- [PROBLEM DETAILS]:
Images are not part of the copy; write out the rest of the data exactly as given.
MATERIAL SUPPLIED Block Start
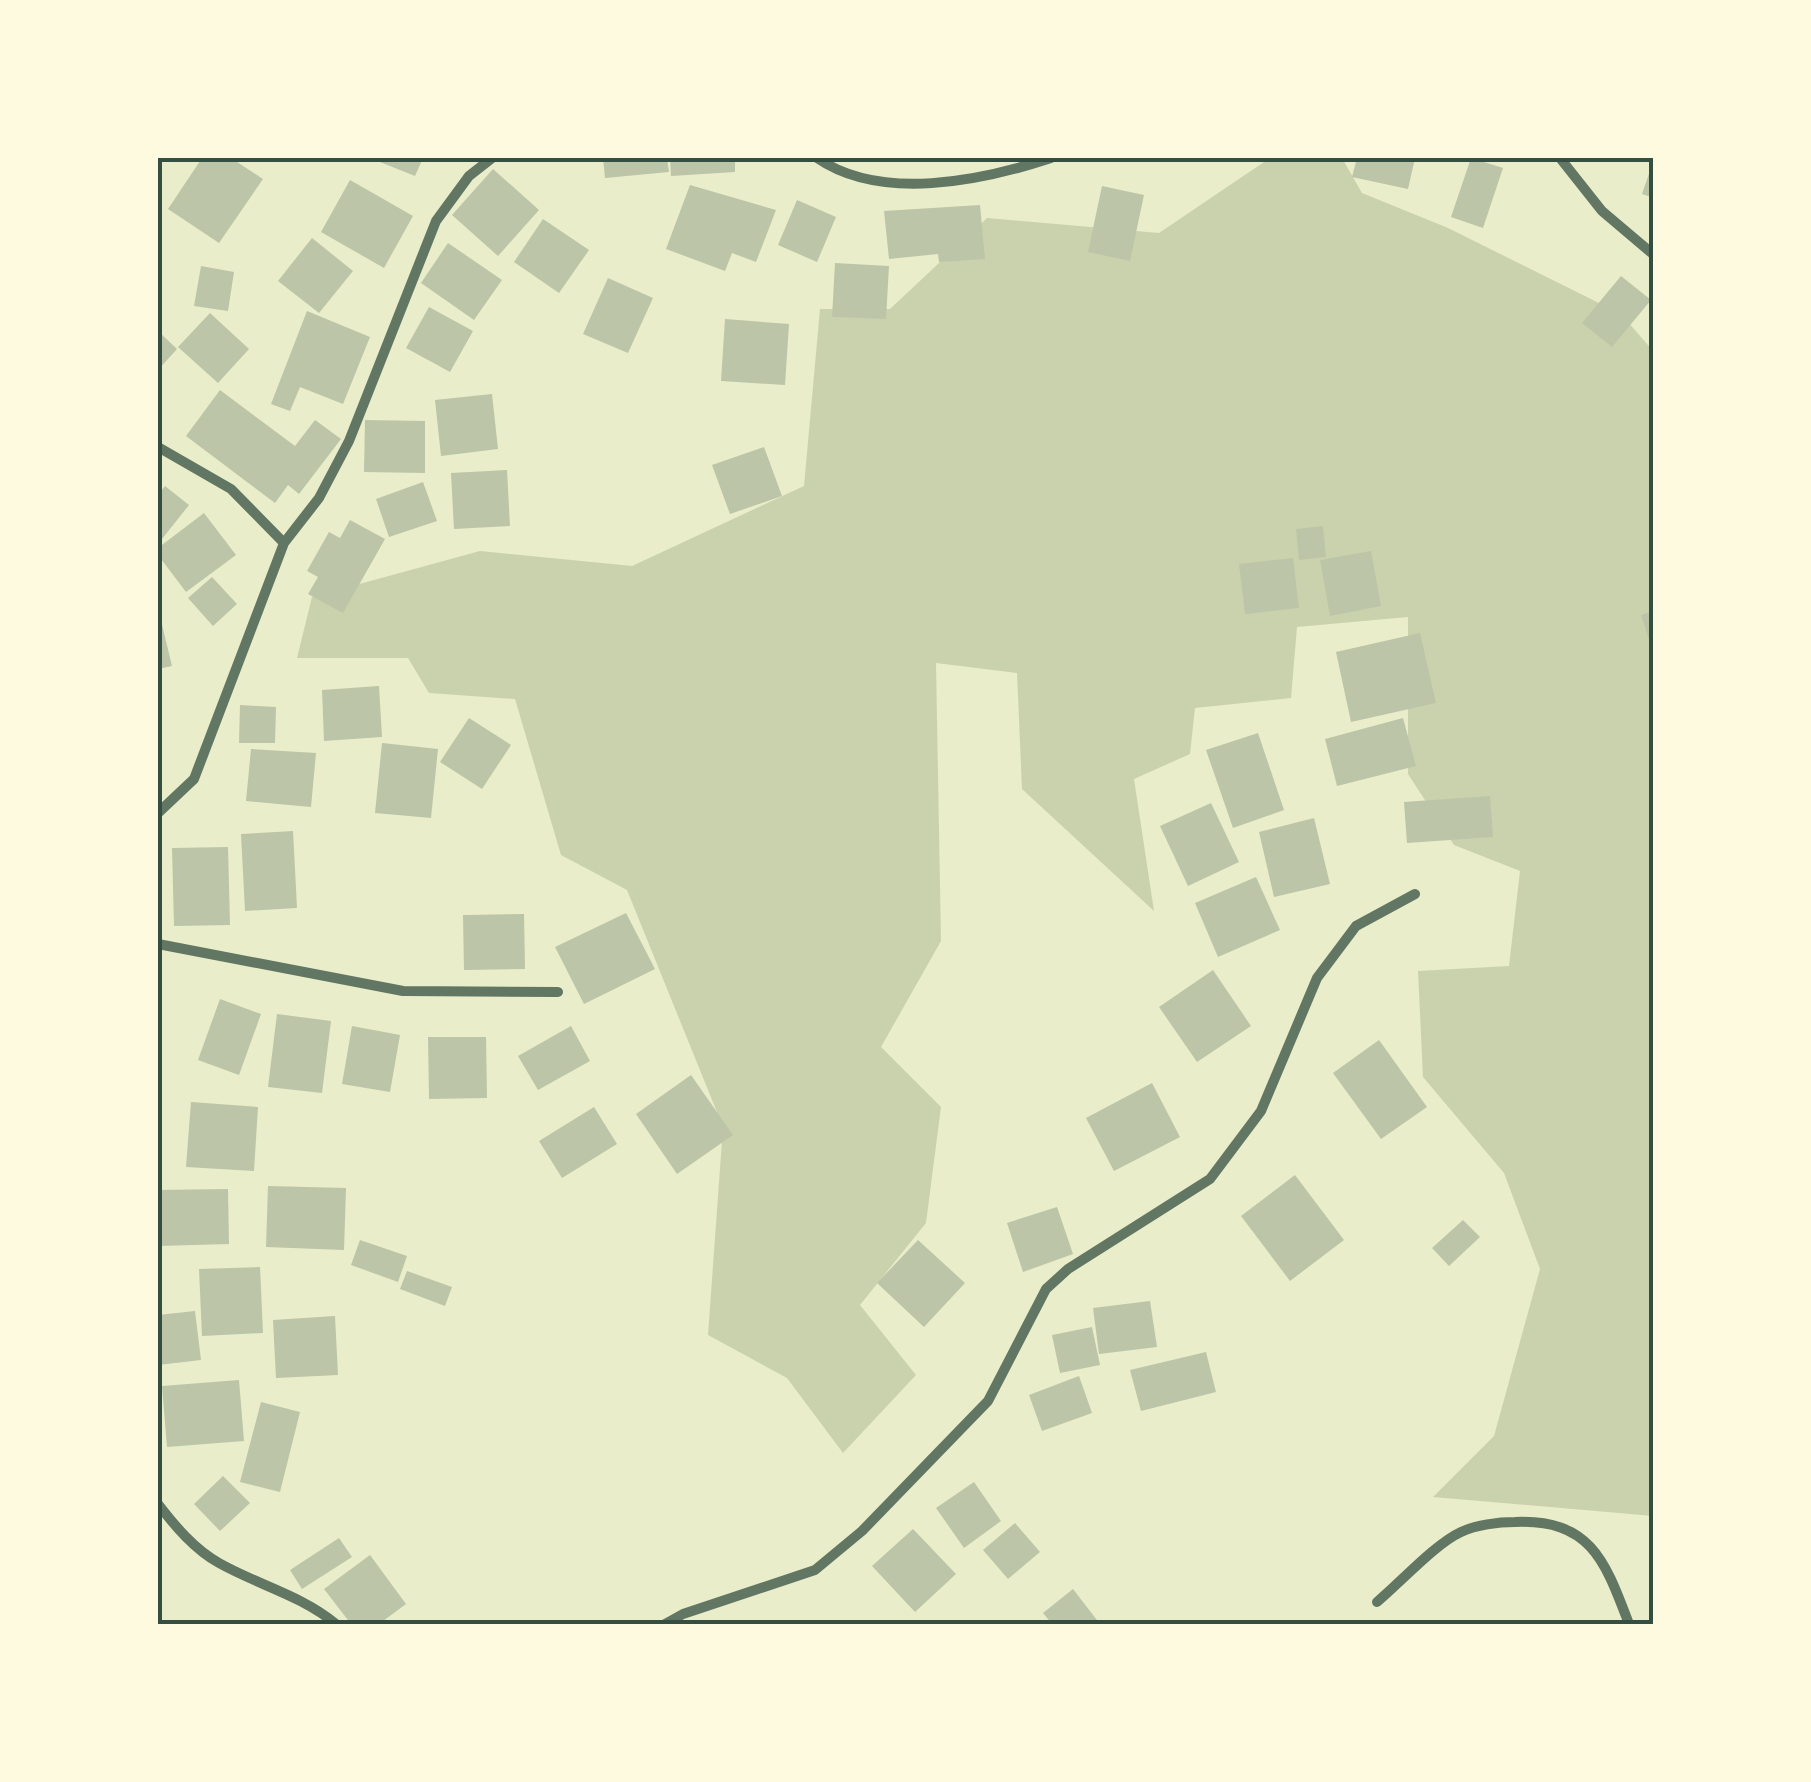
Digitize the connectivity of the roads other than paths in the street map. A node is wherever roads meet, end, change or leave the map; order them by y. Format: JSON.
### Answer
{"nodes":[{"id":1,"x":492,"y":158,"type":"edge"},
{"id":2,"x":817,"y":158,"type":"edge"},
{"id":3,"x":1051,"y":158,"type":"edge"},
{"id":4,"x":1560,"y":158,"type":"edge"},
{"id":5,"x":1654,"y":255,"type":"edge"},
{"id":6,"x":158,"y":448,"type":"edge"},
{"id":7,"x":284,"y":543,"type":"junction"},
{"id":8,"x":158,"y":812,"type":"edge"},
{"id":9,"x":1415,"y":894,"type":"dead end"},
{"id":10,"x":158,"y":944,"type":"edge"},
{"id":11,"x":558,"y":992,"type":"dead end"},
{"id":12,"x":158,"y":1504,"type":"edge"},
{"id":13,"x":1378,"y":1602,"type":"dead end"},
{"id":14,"x":336,"y":1624,"type":"edge"},
{"id":15,"x":665,"y":1624,"type":"edge"},
{"id":16,"x":1629,"y":1624,"type":"edge"}],
"edges":[{"from":1,"to":7,"type":"street"},
{"from":2,"to":3,"type":"street"},
{"from":4,"to":5,"type":"street"},
{"from":6,"to":7,"type":"street"},
{"from":7,"to":8,"type":"street"},
{"from":9,"to":15,"type":"street"},
{"from":10,"to":11,"type":"street"},
{"from":12,"to":14,"type":"street"},
{"from":13,"to":16,"type":"street"}]}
MATERIAL SUPPLIED Block End
- [RESULT OF THIS TASK]:
Digitize the connectivity of the roads other than paths in the street map. A node is wherever roads meet, end, change or leave the map; order them by y. Format: JSON.
### Answer
{"nodes":[{"id":1,"x":492,"y":158,"type":"edge"},
{"id":2,"x":817,"y":158,"type":"edge"},
{"id":3,"x":1051,"y":158,"type":"edge"},
{"id":4,"x":1560,"y":158,"type":"edge"},
{"id":5,"x":1654,"y":255,"type":"edge"},
{"id":6,"x":158,"y":448,"type":"edge"},
{"id":7,"x":284,"y":543,"type":"junction"},
{"id":8,"x":158,"y":812,"type":"edge"},
{"id":9,"x":1415,"y":894,"type":"dead end"},
{"id":10,"x":158,"y":944,"type":"edge"},
{"id":11,"x":558,"y":992,"type":"dead end"},
{"id":12,"x":158,"y":1504,"type":"edge"},
{"id":13,"x":1378,"y":1602,"type":"dead end"},
{"id":14,"x":336,"y":1624,"type":"edge"},
{"id":15,"x":665,"y":1624,"type":"edge"},
{"id":16,"x":1629,"y":1624,"type":"edge"}],
"edges":[{"from":1,"to":7,"type":"street"},
{"from":2,"to":3,"type":"street"},
{"from":4,"to":5,"type":"street"},
{"from":6,"to":7,"type":"street"},
{"from":7,"to":8,"type":"street"},
{"from":9,"to":15,"type":"street"},
{"from":10,"to":11,"type":"street"},
{"from":12,"to":14,"type":"street"},
{"from":13,"to":16,"type":"street"}]}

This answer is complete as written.